Extracting matches of REGEXP in SQL [duplicate] - mysql

I would like to have a mysql query like this:
select <second word in text> word, count(*) from table group by word;
All the regex examples in mysql are used to query if the text matches the expression, but not to extract text out of an expression. Is there such a syntax?

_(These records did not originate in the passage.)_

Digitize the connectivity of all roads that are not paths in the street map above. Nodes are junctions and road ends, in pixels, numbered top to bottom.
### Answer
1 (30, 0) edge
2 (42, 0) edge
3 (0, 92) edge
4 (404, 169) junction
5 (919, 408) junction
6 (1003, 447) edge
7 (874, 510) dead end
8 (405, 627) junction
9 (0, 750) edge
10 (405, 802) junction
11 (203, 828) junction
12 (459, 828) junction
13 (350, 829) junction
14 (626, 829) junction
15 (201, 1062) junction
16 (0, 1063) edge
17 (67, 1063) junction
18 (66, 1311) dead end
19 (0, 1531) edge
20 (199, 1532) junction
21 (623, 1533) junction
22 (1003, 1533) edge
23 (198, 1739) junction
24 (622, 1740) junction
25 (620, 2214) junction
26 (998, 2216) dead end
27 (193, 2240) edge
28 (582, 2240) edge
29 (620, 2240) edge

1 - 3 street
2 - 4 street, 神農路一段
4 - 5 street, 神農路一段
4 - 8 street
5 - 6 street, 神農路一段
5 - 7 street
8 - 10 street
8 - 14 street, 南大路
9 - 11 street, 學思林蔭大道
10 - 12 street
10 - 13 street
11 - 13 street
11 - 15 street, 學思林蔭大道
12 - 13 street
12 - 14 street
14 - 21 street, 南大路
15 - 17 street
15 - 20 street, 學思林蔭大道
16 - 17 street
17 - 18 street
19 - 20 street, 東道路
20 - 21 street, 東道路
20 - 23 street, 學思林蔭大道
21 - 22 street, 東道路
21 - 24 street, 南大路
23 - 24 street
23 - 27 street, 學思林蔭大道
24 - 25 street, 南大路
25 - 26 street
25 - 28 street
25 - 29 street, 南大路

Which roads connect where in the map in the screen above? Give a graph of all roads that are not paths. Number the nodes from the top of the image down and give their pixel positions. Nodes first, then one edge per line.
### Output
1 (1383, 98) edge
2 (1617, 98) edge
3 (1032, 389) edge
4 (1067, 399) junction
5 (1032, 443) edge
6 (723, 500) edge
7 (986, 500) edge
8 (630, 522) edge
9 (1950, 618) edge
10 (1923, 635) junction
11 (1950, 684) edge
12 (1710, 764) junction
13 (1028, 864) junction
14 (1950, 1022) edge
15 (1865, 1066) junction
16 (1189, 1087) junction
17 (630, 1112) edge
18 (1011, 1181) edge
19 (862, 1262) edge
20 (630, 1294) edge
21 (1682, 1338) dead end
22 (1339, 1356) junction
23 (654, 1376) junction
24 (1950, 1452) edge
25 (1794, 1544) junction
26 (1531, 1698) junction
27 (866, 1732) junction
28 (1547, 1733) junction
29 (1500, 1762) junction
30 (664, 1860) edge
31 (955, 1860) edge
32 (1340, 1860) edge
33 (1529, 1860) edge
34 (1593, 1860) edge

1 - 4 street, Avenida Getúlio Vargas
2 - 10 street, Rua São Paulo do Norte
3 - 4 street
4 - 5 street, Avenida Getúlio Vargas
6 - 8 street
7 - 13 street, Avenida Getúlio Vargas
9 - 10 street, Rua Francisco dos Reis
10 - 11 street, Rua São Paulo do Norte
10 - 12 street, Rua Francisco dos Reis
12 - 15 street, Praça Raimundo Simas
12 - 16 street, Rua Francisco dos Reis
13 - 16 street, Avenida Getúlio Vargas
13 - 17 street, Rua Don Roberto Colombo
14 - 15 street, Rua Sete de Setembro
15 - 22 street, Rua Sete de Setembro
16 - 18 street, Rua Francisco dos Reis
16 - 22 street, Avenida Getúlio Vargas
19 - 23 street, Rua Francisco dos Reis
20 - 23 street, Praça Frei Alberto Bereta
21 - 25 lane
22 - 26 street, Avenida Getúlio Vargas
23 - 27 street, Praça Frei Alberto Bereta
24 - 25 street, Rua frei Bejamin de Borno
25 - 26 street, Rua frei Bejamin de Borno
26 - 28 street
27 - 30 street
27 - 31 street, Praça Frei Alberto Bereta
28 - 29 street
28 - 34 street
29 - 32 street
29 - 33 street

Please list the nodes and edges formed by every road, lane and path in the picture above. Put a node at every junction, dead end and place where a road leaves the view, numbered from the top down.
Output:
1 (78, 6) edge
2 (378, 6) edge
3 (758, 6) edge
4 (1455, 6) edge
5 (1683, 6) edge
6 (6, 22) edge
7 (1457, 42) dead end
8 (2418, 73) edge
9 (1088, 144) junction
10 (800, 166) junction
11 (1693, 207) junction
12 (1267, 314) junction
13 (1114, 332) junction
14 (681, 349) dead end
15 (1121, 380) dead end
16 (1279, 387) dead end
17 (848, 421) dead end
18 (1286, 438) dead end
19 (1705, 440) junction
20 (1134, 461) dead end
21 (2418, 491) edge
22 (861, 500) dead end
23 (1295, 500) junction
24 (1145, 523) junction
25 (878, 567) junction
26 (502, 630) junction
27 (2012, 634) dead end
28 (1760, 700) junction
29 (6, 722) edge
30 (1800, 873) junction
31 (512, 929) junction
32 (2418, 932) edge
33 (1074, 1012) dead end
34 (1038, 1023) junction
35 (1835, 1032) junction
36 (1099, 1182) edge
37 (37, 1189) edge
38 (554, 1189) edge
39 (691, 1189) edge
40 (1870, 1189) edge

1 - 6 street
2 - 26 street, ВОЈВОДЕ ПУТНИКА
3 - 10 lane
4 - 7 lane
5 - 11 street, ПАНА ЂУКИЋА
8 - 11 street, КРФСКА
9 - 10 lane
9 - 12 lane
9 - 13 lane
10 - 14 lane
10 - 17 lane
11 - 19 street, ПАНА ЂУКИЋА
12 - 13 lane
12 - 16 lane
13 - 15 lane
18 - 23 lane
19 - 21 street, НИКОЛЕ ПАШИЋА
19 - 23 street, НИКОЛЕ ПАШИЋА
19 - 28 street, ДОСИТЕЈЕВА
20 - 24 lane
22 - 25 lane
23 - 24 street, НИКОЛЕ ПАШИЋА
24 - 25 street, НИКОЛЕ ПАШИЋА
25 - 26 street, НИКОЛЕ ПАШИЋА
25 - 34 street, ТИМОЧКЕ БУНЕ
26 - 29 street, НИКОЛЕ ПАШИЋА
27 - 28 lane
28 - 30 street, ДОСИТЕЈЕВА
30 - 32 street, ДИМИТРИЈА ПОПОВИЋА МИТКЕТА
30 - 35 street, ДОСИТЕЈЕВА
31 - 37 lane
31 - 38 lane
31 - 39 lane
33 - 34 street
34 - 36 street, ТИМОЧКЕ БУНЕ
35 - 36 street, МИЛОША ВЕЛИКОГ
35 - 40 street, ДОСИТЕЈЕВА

The following is a proposed solution for the OP's specific problem (extracting the 2nd word of a string), but it should be noted that, as mc0e's answer states, actually extracting regex matches is not supported out-of-the-box in MySQL. If you really need this, then your choices are basically to 1) do it in post-processing on the client, or 2) install a MySQL extension to support it.
BenWells has it very almost correct. Working from his code, here's a slightly adjusted version:
SUBSTRING(
sentence,
LOCATE(' ', sentence) + CHAR_LENGTH(' '),
LOCATE(' ', sentence,
( LOCATE(' ', sentence) + 1 ) - ( LOCATE(' ', sentence) + CHAR_LENGTH(' ') )
)
As a working example, I used:
SELECT SUBSTRING(
sentence,
LOCATE(' ', sentence) + CHAR_LENGTH(' '),
LOCATE(' ', sentence,
( LOCATE(' ', sentence) + 1 ) - ( LOCATE(' ', sentence) + CHAR_LENGTH(' ') )
) as string
FROM (SELECT 'THIS IS A TEST' AS sentence) temp
This successfully extracts the word IS

Shorter option to extract the second word in a sentence:
SELECT SUBSTRING_INDEX(SUBSTRING_INDEX('THIS IS A TEST', ' ', 2), ' ', -1) as FoundText
MySQL docs for SUBSTRING_INDEX

According to http://dev.mysql.com/ the SUBSTRING function uses start position then the length so surely the function for the second word would be:
SUBSTRING(sentence,LOCATE(' ',sentence),(LOCATE(' ',LOCATE(' ',sentence))-LOCATE(' ',sentence)))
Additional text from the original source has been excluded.